Markus Kuhn has a fascinating web page about international standard paper sizes and provides the magic numbers you need if your photocopier is ISO challenged. e.g. A3 -> A4 = 71%.

It is also riddled with many "not many people know that" type factoids. Did you know for example, that in Germany many brands of toilet paper are ISO A6 format.

Now *that* is attention to detail.

Friday, July 23, 2004

xerces command line utility

It has taken me an hour to figure this out, so I might save you some time.

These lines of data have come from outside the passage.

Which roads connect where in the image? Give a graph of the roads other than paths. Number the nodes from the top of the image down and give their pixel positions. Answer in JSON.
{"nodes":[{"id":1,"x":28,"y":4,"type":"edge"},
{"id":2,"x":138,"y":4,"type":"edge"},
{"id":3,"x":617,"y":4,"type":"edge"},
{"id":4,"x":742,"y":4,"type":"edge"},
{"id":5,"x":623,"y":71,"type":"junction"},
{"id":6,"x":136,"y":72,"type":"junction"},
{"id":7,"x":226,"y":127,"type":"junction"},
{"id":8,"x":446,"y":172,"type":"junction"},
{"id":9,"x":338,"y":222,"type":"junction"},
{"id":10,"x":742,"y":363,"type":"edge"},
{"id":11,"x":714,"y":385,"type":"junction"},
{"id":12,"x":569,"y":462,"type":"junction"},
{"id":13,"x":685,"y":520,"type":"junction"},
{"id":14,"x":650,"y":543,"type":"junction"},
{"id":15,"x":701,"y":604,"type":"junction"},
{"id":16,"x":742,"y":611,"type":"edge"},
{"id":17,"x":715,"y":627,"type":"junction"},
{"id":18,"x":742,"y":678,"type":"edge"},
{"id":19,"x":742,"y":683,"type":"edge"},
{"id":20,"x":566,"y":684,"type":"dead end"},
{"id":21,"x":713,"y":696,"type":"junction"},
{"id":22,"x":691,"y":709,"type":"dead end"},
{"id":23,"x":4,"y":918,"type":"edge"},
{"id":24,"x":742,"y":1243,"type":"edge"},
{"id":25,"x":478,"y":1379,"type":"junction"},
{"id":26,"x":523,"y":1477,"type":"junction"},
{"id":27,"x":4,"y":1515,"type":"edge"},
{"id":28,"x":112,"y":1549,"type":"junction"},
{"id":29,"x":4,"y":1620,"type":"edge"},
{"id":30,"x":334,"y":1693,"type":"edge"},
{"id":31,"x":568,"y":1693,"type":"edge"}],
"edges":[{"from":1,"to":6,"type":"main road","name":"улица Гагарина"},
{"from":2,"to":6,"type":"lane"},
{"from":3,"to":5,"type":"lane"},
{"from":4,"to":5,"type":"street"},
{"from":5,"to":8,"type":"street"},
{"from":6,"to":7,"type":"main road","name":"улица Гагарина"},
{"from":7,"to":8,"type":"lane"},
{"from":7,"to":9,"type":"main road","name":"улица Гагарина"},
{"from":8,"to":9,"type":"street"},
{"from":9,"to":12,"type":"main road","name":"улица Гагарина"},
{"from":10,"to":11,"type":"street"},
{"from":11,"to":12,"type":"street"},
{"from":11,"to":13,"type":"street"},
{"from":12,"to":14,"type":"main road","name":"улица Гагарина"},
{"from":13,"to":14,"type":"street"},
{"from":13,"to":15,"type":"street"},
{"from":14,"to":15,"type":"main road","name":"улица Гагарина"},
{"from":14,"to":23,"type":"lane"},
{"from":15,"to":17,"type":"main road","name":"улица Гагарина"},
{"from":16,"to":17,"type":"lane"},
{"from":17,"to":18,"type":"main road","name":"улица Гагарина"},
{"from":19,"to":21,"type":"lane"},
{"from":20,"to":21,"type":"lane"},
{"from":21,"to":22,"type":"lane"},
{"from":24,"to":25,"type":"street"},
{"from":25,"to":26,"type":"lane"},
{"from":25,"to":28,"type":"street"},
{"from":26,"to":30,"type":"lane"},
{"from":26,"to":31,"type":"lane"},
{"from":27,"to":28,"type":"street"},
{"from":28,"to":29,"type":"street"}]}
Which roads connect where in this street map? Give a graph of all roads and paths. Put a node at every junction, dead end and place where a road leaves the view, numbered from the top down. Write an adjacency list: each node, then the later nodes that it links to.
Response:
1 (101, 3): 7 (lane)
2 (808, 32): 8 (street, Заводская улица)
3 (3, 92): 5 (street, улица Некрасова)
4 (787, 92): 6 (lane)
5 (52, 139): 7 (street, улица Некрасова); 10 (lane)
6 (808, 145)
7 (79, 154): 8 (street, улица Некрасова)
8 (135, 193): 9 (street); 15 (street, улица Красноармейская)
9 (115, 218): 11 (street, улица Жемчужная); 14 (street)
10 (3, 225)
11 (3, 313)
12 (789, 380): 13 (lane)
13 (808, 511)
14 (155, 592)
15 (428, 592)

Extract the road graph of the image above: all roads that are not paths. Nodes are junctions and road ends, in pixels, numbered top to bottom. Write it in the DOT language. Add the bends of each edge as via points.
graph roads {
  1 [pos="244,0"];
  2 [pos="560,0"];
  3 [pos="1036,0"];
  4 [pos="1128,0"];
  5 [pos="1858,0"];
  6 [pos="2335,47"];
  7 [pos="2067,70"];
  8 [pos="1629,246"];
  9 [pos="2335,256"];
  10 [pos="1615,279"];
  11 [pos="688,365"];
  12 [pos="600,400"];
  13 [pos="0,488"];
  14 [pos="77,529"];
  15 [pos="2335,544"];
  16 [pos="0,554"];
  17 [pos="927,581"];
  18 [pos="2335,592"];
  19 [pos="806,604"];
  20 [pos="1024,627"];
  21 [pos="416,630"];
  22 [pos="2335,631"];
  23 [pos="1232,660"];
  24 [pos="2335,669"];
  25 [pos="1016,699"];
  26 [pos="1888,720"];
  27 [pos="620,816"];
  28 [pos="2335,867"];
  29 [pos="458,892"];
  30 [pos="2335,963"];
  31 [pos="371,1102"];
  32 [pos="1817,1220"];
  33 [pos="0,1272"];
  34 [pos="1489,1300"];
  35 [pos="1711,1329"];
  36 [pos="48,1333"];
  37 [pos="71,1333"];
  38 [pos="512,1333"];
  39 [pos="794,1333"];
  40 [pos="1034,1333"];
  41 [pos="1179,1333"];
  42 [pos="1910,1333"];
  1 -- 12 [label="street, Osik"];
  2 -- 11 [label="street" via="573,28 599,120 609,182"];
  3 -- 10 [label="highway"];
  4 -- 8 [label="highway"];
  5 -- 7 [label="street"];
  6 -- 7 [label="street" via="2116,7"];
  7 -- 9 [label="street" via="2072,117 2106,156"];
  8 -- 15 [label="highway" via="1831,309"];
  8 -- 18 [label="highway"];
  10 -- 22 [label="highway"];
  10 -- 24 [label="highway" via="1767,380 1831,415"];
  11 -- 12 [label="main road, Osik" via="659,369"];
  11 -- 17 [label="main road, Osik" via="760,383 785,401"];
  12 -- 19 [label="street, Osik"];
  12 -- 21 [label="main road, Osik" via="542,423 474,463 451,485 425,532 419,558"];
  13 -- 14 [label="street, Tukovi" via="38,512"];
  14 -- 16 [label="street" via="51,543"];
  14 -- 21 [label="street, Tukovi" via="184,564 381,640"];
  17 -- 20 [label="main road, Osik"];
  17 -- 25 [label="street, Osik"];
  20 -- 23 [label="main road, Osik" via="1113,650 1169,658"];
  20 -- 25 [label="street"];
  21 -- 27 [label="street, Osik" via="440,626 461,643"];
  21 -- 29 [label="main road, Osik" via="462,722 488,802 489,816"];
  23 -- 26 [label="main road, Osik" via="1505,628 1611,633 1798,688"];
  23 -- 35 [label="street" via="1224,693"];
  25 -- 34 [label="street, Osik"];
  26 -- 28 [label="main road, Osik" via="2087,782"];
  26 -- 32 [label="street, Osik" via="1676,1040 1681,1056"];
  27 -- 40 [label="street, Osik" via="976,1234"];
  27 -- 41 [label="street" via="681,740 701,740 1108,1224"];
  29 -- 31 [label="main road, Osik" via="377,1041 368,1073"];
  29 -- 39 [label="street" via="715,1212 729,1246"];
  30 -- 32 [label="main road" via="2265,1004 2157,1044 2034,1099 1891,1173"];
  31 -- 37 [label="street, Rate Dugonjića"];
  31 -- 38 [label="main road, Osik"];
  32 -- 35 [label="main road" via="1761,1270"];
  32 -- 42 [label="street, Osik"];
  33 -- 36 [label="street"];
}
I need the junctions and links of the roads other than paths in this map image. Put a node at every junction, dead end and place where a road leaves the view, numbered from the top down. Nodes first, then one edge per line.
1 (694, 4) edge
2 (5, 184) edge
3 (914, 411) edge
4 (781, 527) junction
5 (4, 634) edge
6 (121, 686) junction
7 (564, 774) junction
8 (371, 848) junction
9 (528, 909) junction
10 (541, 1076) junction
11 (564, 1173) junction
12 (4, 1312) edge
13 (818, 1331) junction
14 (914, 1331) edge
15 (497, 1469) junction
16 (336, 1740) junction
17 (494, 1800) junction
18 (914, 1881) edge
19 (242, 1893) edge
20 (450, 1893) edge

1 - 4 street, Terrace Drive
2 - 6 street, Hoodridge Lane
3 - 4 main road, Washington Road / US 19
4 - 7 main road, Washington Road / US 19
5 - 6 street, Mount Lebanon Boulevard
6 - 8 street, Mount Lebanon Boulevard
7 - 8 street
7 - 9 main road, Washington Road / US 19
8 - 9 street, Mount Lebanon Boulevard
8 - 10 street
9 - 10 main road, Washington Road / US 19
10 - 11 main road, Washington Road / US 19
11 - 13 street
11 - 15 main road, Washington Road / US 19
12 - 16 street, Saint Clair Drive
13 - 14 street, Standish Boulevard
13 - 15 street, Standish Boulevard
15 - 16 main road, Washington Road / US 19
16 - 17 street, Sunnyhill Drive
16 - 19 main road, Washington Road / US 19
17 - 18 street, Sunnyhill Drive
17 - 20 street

If you want to use xerces-j to validate an XML instance against an XSD schema that is specified on the command line (as opposed to using schemaLocation attribute), do this:

java dom.ASBuilder -a foo.xsd -i foo.xml

The FAQ for Using XML Schemas on the apache website says (my italics):

"Each document that uses XML Schema grammars *must* specify the location of the grammars it uses by using an xsi:schemaLocation attribute if they use namespaces, and an xsi:noNamespaceSchemaLocation attribute otherwise."

This is a tad misleading.

Jython in Netbeans

Tim is working on a Java project and has posted some Java coalface notes. Dynamic language fans and Pythonistas in particular, make sure you read right up to the last paragraph.

Thursday, July 22, 2004

Searching a web page with Firefox - memories of vi

I have just figured out that "/" in Firefox allows you to search for text on a web page. No more pesky popup modal dialogs ala Ctrl-F. I like it. Brings me back to my vi days punching Ada into a VAX 11/780 on a 300 baud ADM 3A+ terminal. Those were the days...

Wednesday, July 21, 2004


Barry Feigenbaum is doing a series of articles introducing alternative languages for the Java Runtime. First up, is Jython.

Tuesday, July 20, 2004

Quantum Crypto

"Quantum mechanics is a field in which science and philosophy collide
very violently. The force of the collision sends potent particles of
wonder, bewilderment, awe and incredulity flying in all directions.

Computing is not immune to shrapnel wounds from these collisions. In
particular, cryptography is a field of computing in which quantum
mechanics looks set to make life a lot more difficult and a lot simpler
at the same time. Weird, I know, but hey, that's quantum mechanics for

Read the rest in this weeks E-Business in the enterprise column on ITWorld.

Quantum computing: A two-edged sword for security.

Monday, July 19, 2004

Many roads to quality JMS

Sometimes I come across developers who think that if you want to use messaging in Java then you get yourself a J2EE appserver, crack open a few MDBs...
You can certainly do that but there are also numerous standalone JMS implementations that can fit the bill - sometimes better than the appserver approach.
Carlos has assembled a useful list of Open Source implementations. The list includes those that are appserver based e.g. JBoss MQ.
As messaging move center stage as the key enabling tech of asynch WS, I suspect the JMS API will become as familiar to people as the JDBC/ODBC APIs of previous silver bullets :-)

XPath exprs as keys into Python dictionaries

Via Daily Python comes a link to Kimbro Staken's XPath based Python Dictionaries. Nice. The ability to simply intervene in dictionary lookups to do clever things is one of the most useful features of Python.
It really, really helps to avoid the sort of lexical scatology that comes from languages that rely on library functions for everything.

Sunday, July 18, 2004


Bill proposes a XML serialisation for RDF. Simple, readable, writable, hackable.